Entrevista exclusiva com Lula
10 de novembro de 2019, 11h47

Polícia ignorou segundo carro clonado igual ao que levou assassinos de Marielle

Em áudio anexado à denúncia feita pela ex-PGR Raquel Dodge, Beto Bomba, líder da milícia de Rio das Pedras, cita que quem estava em um segundo carro, dando apoio ao crime, seria o major Ronald Pereira, que recebeu menção honrosa em 2003 na Alerj por indicação de Flávio Bolsonaro

Marielle Franco (Foto: Reprodução/Instagram)

Reportagem de Marina Lang, no site The Intercept neste domingo (10), revela que as investigações da polícia ignoraram um segundo carro Cobalt, de cor prata, com as mesmas placas clonadas, que circulava a cerca de 50 quilômetros do local do assassinato da vereadora Marielle Franco (PSOL-RJ) e do motorista Anderson Gomes no momento do crime.

Segundo a reportagem, um segundo carro que daria apoio ao assassinato foi revelado em uma das conversas gravadas entre o vereador Marcello Siciliano, do PHS, e o miliciano Jorge Alberto Moreth, o Beto Bomba, chefe da milícia de Rio das Pedras.

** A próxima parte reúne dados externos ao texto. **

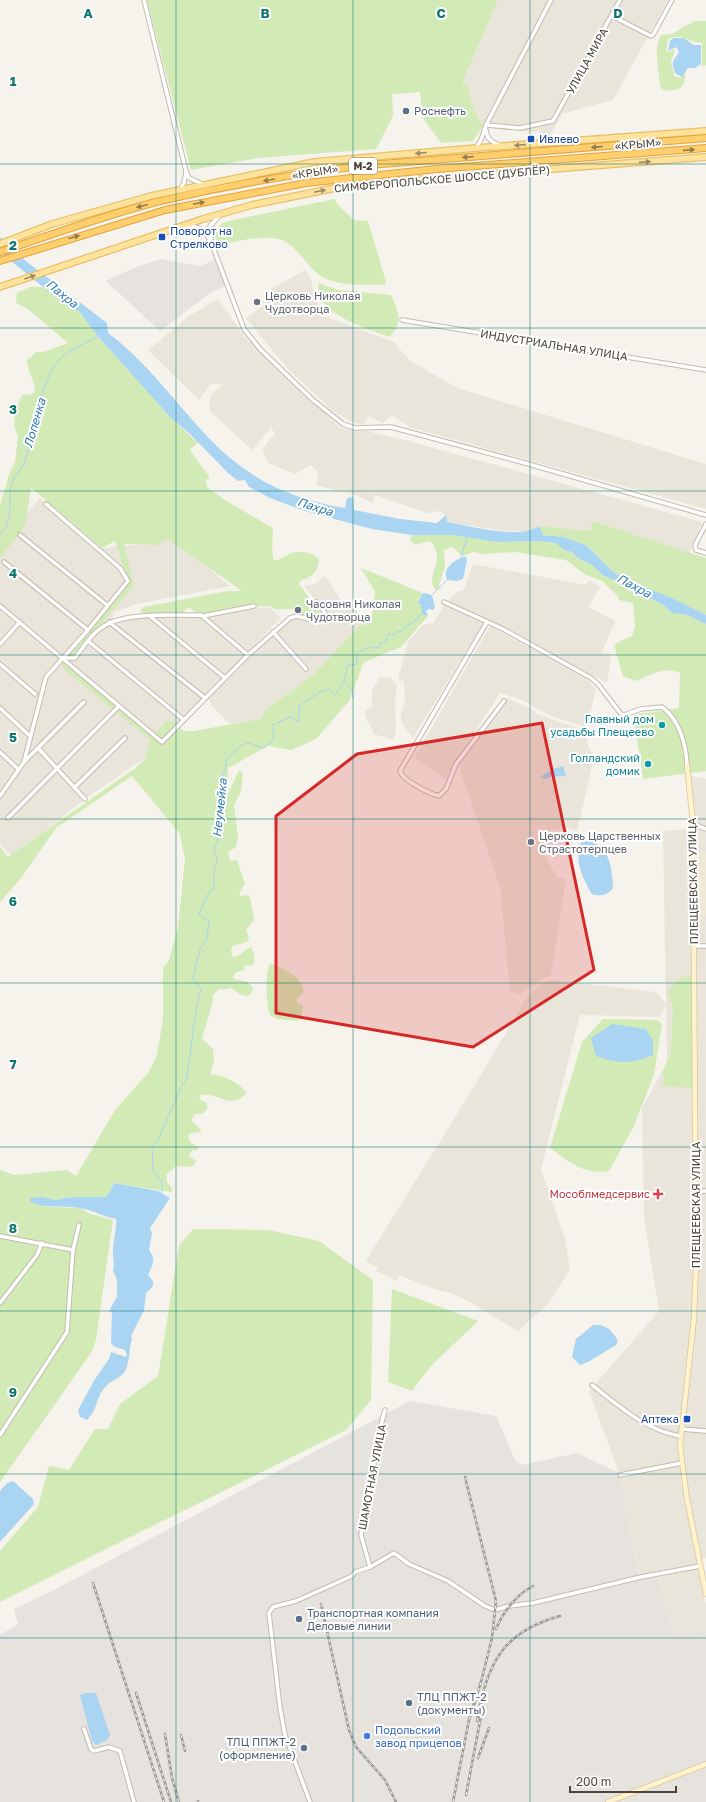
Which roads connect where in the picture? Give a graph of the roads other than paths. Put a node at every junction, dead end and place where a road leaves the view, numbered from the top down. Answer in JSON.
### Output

Beto Bomba teria dito que quem estava neste segundo carro, dando apoio ao crime, era o major Ronald Paulo Alves Pereira. O áudio estaria anexado na denúncia feita pela ex-procuradora-geral da República, Raquel Dodge.

Por indicação de Flávio Bolsonaro, Major Ronald foi homenageado na Assembleia Legislativa do Rio de Janeiro (Alerj) em 2003 quando era investigado como um dos executores na cinco jovens.

Na época, Flávio fez uma Moção de Louvor e Congratulações que homenageasse o policial por “importantes serviços prestados ao Estado do Rio de Janeiro quando da operação policial realizada no Conjunto Esperança no dia 22 de janeiro de 2004”, um confronto que teria resultado na morte de três pessoas.

Ronald foi preso em janeiro deste ano acusado de ser um dos líderes da milícia na comunidade da Muzema – onde dois prédios cairam.

O major é considerado um dos mais importantes integrantes da milícia que controla, além da Muzema, a comunidade de Rio das Pedras, também na Zona Oeste carioca. O grupo está em expansão e é liderado pelo ex-capitão da Polícia Militar Adriano Magalhães da Nóbrega, que está foragido e também foi homenageado por Flávio Bolsonaro, que empregou parentes dele em seu gabinete a pedido de Fabrício Queiroz.

Ambos são suspeitos de integrar o Escritório do Crime, grupo de matadores de aluguel que estaria por trás de homicídios ocorridos no Rio de Janeiro nos últimos 20 anos, e que até hoje não foram esclarecidos.